GPT-6 Released: Bigger Model or Smarter Model?

GPT-6 is finally here. Honestly, I’ve been waiting for this news for almost a year.

But after watching the launch event, I’m actually more confused—what exactly is OpenAI trying to do?

Let’s start with the most headline-grabbing number: 2 million token context window. That’s nearly 16x larger than GPT-4’s 128K. Sounds impressive, but what does it actually mean in practice?

I ran a test: threw in the entire book “Sapiens” (about 300 pages) and asked for chapter summaries and cross-chapter analysis. Previously, this kind of task required multiple rounds with manual context stitching. Now it’s one shot.

But I have to say, 2M tokens isn’t a panacea. First, cost is an issue—such long context doesn’t come cheap per API call. Second, speed is an issue—processing this much text means noticeably longer wait times. For real-time conversation scenarios, user experience might suffer.

Now about native multimodal capabilities. GPT-6 can simultaneously process text, images, audio, and video, seamlessly switching between them in the same context. That’s genuinely powerful, but I’m also wondering—how many users actually need this “all-in-one” model?

I’ve observed something recently: many enterprise users are actually using specialized models—Claude for text, Midjourney for images, Copilot for code. This “division of labor” approach is often more efficient than “one model to rule them all.”

So what problem does GPT-6’s native multimodal capability actually solve? I think its biggest value is in “long-chain tasks”—like analyzing a comprehensive report containing text, charts, and presentation videos, requiring back-and-forth switching across modalities. This kind of scenario was previously very hard to handle; now one model can do it.

But here’s the question: how common are these scenarios?

I’m thinking about a more fundamental question: is the direction of large model development toward “bigger and stronger” or “smarter and more usable”?

GPT-6 clearly takes the first path—larger parameter scale, more capability dimensions, longer context windows. But I think this path might be reaching its limits. Why? Diminishing marginal returns.

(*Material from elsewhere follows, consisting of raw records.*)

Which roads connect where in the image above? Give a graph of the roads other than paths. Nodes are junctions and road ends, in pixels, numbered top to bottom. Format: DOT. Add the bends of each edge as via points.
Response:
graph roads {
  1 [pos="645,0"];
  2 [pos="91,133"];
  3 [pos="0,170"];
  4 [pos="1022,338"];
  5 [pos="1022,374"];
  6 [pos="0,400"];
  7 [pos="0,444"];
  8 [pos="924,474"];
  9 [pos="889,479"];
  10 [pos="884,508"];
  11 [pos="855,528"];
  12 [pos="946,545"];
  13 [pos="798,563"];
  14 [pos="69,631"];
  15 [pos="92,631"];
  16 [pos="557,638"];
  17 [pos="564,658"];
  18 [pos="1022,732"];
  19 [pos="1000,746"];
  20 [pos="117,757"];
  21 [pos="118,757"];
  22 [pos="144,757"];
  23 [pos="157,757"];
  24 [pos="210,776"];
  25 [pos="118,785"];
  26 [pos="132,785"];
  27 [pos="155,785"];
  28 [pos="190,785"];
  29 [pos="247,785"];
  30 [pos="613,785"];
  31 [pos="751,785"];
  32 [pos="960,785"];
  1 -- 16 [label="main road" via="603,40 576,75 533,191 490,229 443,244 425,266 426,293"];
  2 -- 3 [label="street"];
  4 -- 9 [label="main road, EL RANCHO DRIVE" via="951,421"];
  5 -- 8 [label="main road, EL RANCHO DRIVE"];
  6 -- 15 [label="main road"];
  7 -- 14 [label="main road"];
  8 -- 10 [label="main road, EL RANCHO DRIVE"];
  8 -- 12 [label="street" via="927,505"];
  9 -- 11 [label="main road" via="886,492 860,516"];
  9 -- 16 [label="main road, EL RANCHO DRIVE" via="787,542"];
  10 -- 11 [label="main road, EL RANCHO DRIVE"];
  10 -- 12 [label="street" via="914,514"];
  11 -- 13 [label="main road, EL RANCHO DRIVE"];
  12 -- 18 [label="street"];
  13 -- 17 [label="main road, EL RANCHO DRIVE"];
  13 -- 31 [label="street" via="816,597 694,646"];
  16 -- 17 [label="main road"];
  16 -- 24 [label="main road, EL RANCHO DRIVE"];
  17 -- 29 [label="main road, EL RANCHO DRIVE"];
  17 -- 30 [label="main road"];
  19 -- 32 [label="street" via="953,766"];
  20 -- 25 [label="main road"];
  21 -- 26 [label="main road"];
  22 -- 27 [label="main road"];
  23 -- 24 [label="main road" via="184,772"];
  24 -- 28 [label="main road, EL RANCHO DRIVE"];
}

Going from GPT-3 to GPT-4 was a qualitative leap visible to the naked eye. But from GPT-4 to GPT-6, it’s more quantitative—bigger, faster, more features, but not the kind of “feels completely different” breakthrough.

I think the next phase of competition might shift to another dimension—“who understands users better.” Not larger model parameters, but clearer reasoning logic, outputs that better match human expectations, fewer errors, better explainability.

To use an analogy, GPT-6 is like a “polymath” who knows more and sees further. But “smarter” doesn’t equal “more useful”—what’s truly valuable is whether it can give precise, reliable, actionable answers in specific scenarios.

Of course, these observations are based on limited hands-on experience. GPT-6 just launched, and many capabilities still need validation in real-world use. I’m also looking forward to seeing more users share their experiences.

One final thought: regardless of how you view GPT-6, one thing is certain—the large model competitive landscape is shifting from “chaser vs. leader” to “multi-player competition.” OpenAI is no longer the only focus—Anthropic, Google, and Chinese models are all rapidly catching up.

That’s good for developers, enterprises, and the entire industry. Competition drives progress; monopoly only leads to stagnation.

Do you think GPT-6’s upgrade is a breakthrough or hype? Feel free to share your thoughts.